Alex’s shoulders tensed before he said, “Dealing with the mess my father had left and working days at one hotel and nights at another. Driving a taxi on the weekends. Dad had it easy. He was in jail, awaiting trial.” He pulled through the gate and turned onto the street toward her neighborhood.
“But if you lost your house,” she asked, “where did you stay?”
“Mama had a cousin who put her up, but there was no room for me. I couch surfed,” he said. “Luckily for me, I had a few friends whose parents my father hadn’t defrauded. A few nights, I slept in my car.”
“You got to keep the BMW?”
“No, I had to sell that, too. Bought a janky old Ford Escort. I was grateful for the car repair basics your dad taught me. That car leaked oil like a mother. Never could plug it.”
Something tight and prickly settled in her chest. Alex hadn’t told her because he thought she’d judge him. Sure, she was upset when he stood her up, but she’d have understood if he’d only explained what happened. Except…
“My brothers told you to stay away from me, didn’t they?”
“I’d have done it anyway, but yes. They didn’t want me to distract you from your studies.”
“We were friends. It would’ve been okay if you’d distracted me. I’d have wanted to know.”

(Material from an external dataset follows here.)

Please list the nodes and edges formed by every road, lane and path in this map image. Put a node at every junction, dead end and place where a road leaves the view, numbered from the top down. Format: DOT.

“How does the song go? ‘You can’t always get what you want.’” He flashed her a grim smile that made her wonder.
“Did you really want to take me to prom? As more than friends?”

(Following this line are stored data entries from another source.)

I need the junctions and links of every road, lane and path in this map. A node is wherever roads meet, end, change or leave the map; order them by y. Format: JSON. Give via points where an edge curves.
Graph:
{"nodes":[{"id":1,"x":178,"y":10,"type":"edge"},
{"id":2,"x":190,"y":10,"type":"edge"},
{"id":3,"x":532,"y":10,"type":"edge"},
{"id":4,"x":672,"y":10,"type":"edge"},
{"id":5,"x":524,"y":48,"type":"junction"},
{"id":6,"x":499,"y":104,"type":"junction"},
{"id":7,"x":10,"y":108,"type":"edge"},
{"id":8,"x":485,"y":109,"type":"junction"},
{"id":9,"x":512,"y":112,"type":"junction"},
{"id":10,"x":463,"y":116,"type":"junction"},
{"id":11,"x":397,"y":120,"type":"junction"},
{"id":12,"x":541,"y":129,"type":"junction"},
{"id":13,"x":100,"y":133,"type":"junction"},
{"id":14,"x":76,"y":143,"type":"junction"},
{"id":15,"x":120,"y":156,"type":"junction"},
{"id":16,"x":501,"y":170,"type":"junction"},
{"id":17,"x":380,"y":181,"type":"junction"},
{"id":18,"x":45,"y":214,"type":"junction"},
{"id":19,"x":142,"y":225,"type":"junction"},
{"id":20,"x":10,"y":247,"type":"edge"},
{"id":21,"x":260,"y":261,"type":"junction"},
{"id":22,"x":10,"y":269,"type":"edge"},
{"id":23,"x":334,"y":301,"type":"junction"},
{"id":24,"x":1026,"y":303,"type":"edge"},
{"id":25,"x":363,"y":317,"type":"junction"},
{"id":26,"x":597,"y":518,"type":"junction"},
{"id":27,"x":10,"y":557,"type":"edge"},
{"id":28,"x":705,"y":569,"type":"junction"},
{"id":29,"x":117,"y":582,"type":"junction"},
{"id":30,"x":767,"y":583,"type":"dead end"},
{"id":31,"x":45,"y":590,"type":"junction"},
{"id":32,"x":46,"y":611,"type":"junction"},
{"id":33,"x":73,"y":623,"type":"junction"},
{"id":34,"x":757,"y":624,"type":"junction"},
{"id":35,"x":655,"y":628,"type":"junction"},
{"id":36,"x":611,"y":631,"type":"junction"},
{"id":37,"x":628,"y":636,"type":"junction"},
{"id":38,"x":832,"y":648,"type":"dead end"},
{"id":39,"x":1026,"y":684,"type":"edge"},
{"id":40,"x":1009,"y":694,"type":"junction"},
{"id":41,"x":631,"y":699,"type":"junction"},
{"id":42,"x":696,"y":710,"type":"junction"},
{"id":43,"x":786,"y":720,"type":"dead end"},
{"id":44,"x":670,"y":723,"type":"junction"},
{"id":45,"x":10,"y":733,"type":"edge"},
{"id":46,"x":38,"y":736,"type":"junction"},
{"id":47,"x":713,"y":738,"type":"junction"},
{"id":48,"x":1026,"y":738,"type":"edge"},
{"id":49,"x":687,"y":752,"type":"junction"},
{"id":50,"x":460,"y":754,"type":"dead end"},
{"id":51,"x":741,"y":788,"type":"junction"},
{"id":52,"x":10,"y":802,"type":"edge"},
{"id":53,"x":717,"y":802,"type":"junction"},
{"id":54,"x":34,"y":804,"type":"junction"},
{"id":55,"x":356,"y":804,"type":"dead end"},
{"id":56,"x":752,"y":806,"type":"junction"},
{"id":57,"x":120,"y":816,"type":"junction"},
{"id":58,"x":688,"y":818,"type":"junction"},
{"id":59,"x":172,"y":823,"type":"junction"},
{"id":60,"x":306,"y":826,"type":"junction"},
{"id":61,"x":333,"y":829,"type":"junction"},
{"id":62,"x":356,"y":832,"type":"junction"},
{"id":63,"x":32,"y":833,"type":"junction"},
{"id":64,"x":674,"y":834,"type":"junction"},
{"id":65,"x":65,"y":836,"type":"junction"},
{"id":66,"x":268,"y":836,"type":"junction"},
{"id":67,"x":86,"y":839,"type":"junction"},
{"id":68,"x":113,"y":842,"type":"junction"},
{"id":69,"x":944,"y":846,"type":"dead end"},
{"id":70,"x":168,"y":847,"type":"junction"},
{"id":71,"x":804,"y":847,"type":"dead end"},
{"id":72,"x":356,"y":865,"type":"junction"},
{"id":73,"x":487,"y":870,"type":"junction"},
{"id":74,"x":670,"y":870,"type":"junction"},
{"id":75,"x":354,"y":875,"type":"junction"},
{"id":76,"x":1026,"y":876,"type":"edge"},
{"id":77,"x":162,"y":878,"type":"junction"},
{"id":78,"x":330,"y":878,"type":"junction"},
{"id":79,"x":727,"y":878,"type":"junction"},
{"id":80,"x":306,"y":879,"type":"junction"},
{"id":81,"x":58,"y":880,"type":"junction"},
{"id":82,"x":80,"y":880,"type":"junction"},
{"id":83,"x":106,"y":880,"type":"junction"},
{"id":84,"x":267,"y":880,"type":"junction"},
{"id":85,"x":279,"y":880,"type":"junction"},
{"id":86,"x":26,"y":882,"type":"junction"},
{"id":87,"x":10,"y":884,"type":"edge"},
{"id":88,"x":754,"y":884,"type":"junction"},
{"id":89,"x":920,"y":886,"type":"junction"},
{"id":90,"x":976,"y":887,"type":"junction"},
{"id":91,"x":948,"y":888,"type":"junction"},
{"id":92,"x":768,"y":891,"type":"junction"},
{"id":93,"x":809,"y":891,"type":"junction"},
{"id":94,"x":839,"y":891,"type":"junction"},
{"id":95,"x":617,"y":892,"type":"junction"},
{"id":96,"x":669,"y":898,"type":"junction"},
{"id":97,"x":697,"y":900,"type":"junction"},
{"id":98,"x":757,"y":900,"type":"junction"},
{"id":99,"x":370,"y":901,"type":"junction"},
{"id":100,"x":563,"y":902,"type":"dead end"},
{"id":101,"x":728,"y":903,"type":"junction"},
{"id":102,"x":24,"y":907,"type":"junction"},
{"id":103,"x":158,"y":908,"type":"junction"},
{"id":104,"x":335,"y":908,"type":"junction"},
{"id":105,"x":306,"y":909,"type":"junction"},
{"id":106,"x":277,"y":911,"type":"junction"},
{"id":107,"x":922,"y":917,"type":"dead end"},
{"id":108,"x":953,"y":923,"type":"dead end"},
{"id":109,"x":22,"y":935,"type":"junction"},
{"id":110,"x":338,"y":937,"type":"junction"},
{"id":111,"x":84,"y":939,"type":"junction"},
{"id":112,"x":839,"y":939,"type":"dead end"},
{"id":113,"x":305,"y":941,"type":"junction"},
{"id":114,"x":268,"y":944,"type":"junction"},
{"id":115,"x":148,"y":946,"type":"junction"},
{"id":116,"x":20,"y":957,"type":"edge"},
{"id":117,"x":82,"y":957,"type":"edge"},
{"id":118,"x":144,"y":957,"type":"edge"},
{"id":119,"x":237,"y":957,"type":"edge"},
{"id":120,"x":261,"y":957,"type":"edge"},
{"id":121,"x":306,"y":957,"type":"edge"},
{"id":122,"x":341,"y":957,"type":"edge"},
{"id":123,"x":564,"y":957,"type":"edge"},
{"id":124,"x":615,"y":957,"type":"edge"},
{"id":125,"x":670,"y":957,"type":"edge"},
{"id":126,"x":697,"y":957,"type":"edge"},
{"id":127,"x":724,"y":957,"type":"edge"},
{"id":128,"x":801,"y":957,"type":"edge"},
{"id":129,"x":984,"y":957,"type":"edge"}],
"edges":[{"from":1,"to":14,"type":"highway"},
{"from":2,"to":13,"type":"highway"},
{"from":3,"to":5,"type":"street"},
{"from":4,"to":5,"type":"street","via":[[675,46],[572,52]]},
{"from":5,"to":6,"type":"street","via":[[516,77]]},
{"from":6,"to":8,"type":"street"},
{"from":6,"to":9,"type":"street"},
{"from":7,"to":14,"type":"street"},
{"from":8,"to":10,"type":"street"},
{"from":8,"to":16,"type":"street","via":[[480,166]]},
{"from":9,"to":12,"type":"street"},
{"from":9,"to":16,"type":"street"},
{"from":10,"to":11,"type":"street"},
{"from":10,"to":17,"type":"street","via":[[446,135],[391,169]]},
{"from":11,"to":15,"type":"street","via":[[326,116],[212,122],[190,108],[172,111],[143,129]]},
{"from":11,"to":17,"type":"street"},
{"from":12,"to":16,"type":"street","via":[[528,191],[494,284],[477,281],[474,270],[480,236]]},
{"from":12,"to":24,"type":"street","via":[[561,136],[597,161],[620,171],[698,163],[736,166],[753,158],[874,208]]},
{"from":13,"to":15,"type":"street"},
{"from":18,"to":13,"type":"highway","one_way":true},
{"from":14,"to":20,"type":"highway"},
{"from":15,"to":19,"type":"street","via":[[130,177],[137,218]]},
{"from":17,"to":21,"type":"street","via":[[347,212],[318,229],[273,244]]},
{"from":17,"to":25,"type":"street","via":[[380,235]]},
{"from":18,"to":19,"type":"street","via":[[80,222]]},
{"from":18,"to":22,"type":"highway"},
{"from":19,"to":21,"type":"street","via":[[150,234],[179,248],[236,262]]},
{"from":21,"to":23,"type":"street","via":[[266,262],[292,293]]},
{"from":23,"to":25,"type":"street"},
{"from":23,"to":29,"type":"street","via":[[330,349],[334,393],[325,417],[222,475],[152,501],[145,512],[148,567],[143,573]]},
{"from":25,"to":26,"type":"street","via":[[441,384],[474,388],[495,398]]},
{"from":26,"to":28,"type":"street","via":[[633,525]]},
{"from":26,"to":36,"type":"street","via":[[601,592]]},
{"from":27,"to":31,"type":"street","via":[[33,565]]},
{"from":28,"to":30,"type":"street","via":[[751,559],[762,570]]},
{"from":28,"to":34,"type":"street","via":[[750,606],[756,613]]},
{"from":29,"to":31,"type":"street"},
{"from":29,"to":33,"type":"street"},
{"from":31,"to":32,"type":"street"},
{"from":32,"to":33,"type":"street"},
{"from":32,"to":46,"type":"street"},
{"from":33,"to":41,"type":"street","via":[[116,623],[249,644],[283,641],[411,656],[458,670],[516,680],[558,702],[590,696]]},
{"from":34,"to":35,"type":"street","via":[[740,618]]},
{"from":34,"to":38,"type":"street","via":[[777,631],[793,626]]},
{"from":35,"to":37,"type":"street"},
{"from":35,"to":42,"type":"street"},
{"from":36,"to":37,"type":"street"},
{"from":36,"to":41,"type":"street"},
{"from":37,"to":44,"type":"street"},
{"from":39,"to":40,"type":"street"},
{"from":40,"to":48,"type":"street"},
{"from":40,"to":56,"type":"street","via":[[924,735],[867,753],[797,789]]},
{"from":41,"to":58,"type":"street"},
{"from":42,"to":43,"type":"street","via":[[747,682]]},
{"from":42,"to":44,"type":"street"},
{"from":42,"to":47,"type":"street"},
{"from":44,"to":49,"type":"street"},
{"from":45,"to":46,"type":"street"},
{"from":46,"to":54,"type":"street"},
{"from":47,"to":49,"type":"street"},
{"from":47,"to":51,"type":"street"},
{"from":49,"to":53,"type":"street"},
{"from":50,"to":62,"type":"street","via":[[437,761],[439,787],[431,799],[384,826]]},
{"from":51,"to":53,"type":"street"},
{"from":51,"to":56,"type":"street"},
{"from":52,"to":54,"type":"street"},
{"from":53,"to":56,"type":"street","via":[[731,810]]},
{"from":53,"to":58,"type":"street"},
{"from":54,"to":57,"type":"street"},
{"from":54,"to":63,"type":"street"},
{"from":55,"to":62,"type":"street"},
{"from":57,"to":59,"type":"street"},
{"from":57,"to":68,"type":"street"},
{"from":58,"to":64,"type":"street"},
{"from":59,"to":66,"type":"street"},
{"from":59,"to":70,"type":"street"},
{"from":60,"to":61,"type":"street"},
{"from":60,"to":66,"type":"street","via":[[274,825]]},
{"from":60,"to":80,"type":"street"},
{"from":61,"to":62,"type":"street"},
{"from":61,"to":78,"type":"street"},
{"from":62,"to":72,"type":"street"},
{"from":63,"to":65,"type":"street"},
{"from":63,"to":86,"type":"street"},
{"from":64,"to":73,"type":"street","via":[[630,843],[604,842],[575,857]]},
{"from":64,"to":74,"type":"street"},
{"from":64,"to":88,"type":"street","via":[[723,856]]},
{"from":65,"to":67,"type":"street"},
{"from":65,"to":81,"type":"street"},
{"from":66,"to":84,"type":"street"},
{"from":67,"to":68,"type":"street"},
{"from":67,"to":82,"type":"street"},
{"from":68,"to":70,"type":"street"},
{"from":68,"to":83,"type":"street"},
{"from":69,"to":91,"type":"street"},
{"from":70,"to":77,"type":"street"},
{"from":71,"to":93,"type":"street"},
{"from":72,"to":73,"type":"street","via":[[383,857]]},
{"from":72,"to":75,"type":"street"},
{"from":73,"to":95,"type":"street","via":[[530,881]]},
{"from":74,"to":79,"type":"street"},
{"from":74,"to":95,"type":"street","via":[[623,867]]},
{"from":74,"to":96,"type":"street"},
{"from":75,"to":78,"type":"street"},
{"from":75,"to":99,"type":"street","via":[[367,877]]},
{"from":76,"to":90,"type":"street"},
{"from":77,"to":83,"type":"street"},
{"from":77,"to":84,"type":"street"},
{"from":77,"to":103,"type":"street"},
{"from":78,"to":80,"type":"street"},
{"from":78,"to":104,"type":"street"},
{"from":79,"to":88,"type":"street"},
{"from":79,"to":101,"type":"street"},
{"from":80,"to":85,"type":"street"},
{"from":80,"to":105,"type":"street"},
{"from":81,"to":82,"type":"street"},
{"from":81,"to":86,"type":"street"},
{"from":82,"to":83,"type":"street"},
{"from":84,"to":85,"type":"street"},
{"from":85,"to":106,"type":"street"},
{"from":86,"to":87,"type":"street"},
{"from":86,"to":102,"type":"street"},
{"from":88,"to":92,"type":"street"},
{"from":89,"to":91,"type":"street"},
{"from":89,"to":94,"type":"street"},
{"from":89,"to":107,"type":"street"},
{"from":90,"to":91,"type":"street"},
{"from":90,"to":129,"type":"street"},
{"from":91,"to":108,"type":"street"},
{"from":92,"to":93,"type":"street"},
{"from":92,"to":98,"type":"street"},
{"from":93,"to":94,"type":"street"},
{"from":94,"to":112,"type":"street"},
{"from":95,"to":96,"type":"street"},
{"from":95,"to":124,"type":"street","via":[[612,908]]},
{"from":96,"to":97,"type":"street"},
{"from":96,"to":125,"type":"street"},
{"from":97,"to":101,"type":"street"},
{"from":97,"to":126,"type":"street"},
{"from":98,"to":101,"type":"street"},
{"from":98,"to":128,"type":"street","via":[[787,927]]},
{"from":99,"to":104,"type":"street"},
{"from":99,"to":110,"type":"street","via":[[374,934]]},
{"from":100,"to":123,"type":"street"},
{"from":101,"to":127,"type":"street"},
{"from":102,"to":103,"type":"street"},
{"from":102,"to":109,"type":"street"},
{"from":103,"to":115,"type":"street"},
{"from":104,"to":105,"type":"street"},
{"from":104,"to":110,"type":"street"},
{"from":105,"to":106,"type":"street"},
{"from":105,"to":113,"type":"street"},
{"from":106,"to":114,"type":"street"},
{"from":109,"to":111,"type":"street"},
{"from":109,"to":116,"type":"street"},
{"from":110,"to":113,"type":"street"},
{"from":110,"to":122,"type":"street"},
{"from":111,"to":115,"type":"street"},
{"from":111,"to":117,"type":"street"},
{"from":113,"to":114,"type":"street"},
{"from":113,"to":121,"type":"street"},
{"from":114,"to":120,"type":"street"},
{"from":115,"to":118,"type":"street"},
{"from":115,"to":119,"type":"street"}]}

He stopped at a stop sign, then reached for her hand. “Of course I did. I was an entitled ass, but I wasn’t cruel enough to ask you as a joke.”
“But you let me believe it. All those years.”
He released her hand and stepped off the brake. “I was a coward. Letting you hate me for something I didn’t do was easier than letting you hate me for who I was.”
She blinked hard, willing the tears to stay puddled at her eyelids and not run down her cheeks. Fortunately, they’d reached her house, and she used the cover of unbuckling her seatbelt to dab at her eyes.
Alex got out and held the door for her. Silently, they walked side by side up her front walk and ascended to her front porch. She dug in her purse for her key but paused before she slipped it into the lock.
Looking up into his eyes, shadowed in the dim porch light, she shivered, and not because of the cool desert air. He’d smashed everything she thought she’d understood for the past twenty years, and the newly exposed edges of the truth were as sensitive as a paper cut.
“I forgave you a long time ago. You know that, right?”
“I don’t know why. I wouldn’t have forgiven me,” he said.
She smiled. “You do hold a good grudge.”
Alex glanced out at her quiet street, then he pulled her into a hug. Into her ear, he murmured, “Never against you.”
He loosened his grip on her like he’d step back, but she clung to him. “I liked our dance tonight. Thanks for that. And for, you know, doing my job.”
“It was my pleasure.”
Suddenly, Mary was aware of how the stiff fabric of their shirts rubbed together. Of their mingled breath. Of the fact that nothing but a few inches of air separated her from his plush lips. She trembled.
His eyes went soft, and he lifted a hand to cradle her jaw. “I’m going to kiss you now. The way I wish I could’ve kissed you on prom night.” But he paused for a second, then another, as he gazed into her eyes.
Realizing that, despite his words, he was waiting for her to make the next move, she stretched her neck, savoring the friction as she rubbed up his chest and landed her lips on his.
It was a closed-mouth kiss, but their lips softened against each other the same way they’d melted their barriers tonight. She understood him at last. All the guilt, pain, and humiliation that drove him to remake that shitty motel into La Villa and thumb his nose at the big players at the heart of the strip. That made him swagger into Forza Elite Motors and pick a fight with her brothers. That kept him silent for four years while she was in college, clueless about his situation and thinking herself the one who’d been hurt. When he’d been hurting all along.
Alex pulled away, leaning his forehead against hers, his breathing unsteady as hers.